Electrical burn injuries mostly occur in an urban setting, Lin et al.’s study [
19] provides a comprehensive analysis of subway-related fatalities in an urban setting, offering insights into the complexities of determining the manner of death in forensic investigations. By examining factors such as toxicology findings and circumstantial evidence, the study contributes to enhancing investigative practices and improving safety measures within subway systems. They conclude that a comparative analysis of injury characteristics, severity, and costs can provide information on the development of targeted interventions and safety protocols to reduce the incidence of burn injuries among electric utility workers and train surfers.
Kippe et al. [
20] conducted a study to assess how the coronavirus disease 2019 (COVID-19) pandemic has affected individuals with mental health conditions. They reviewed the records of psychiatric emergency departments, focusing on patients with and without suicidal tendencies. The study revealed a rise in suicidal tendencies during the initial phase of the pandemic. During the second phase, this trend was notable among patients dealing with substance use disorders and bipolar disorder. Therefore, these individuals may face heightened suicide risks during the pandemic and require enhanced support and monitoring [
20]. Our findings with increased number of train surfing patients could be a coincidence; however, psychosocial aspects of COVID-19 pandemic and lock down as well as isolation measures should also be considered.

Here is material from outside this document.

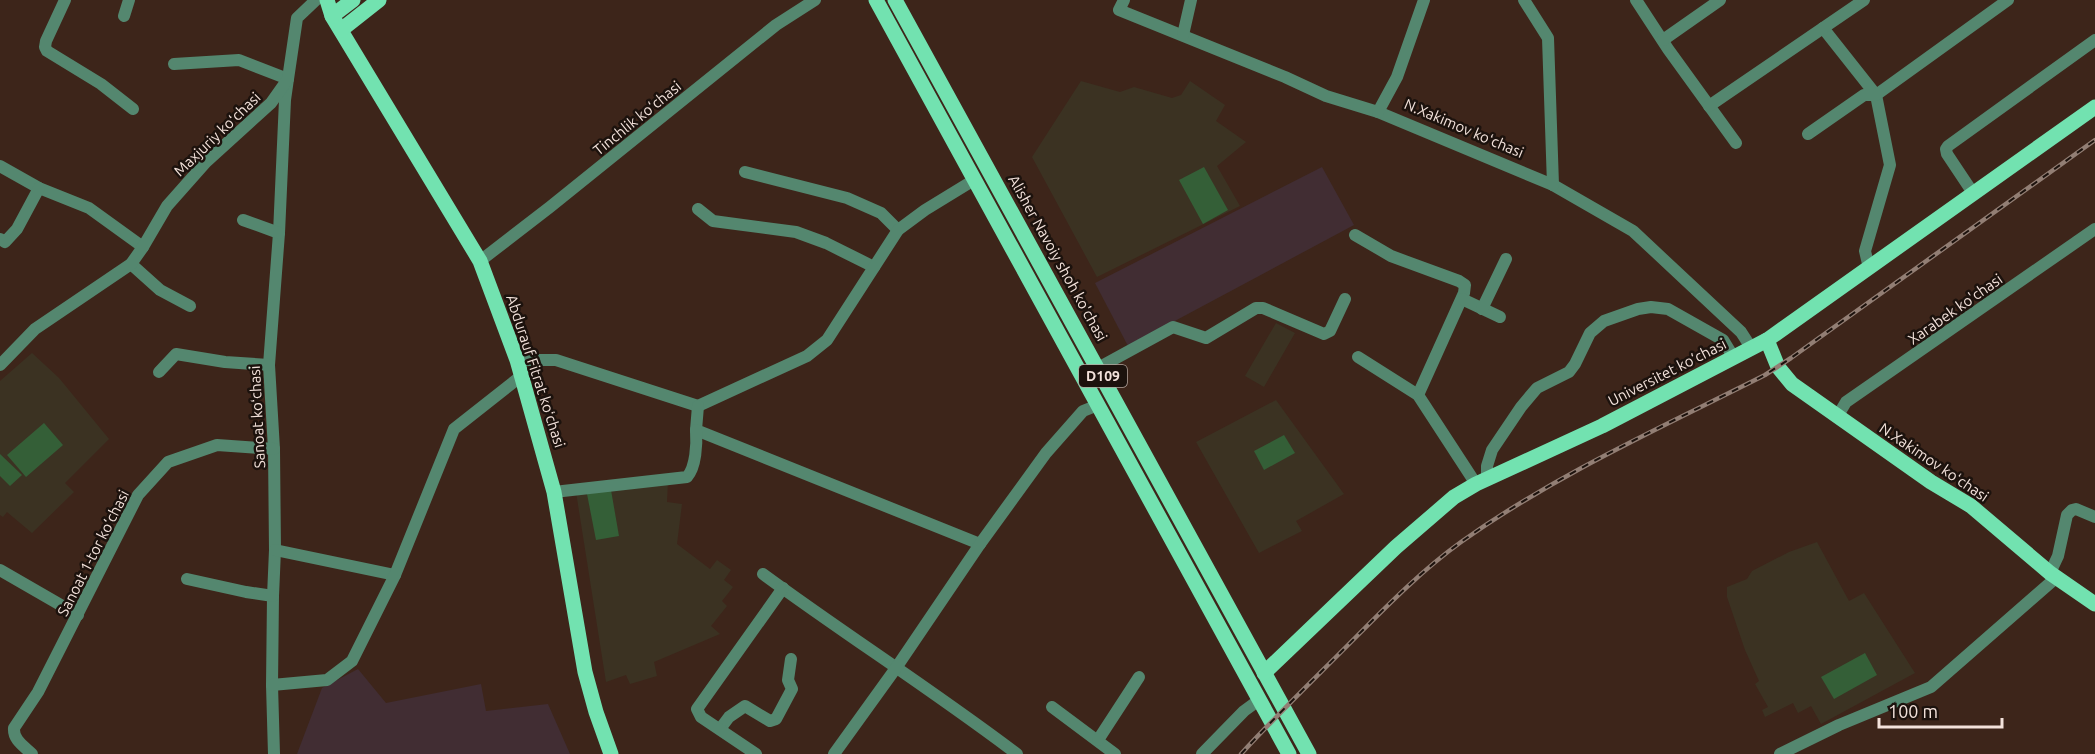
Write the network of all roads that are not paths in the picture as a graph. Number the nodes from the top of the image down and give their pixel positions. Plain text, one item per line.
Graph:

Patients surviving the impact of electrical injuries face numerous burdens. With the increased survival of patients with large burns comes a new focus not only on medical but also on the psychological challenges and recovery that such patients must face. High voltage injuries can have significant psychological effects on individuals, such as depression, anxiety, or posttraumatic stress disorder, both in the short term and long term. In addition to these psychological effects, high voltage injuries can also increase the risk of substance abuse and suicidal ideation, as well as suicide attempts. Most burn centers employ social workers, vocational counsellors, and psychologists as part of the multidisciplinary burn team [
21].
Interestingly, the literature provides only few data on adequate prevention treatment and outcome of these serious traumatic injuries and following complications [
1,
7,
13]. Therefore, our study additionally discussed the implementation of an awareness project in collaboration with governmental agencies to educate the public about the dangers of train surfing and climbing. This included multimedia campaigns and the establishment of a support group for affected individuals and their families. The implementation of an awareness reflects a proactive approach to injury prevention, acknowledging the role of education and outreach in reducing the incidence of high voltage injuries among young individuals. By raising awareness about the dangers of train surfing and climbing, this initiative seeks to empower individuals to make safer choices and avoid unnecessary risks. Patients seemed to be unaware of the inflicted risks when mounting on the roof of a train. Unfortunately, none of our train climbing patients had been educated about the danger of electrical arcs.
Further research could explore the effectiveness of safety training programs, personal protective equipment, and engineering controls in mitigating occupational burn risks within the electric utility industry.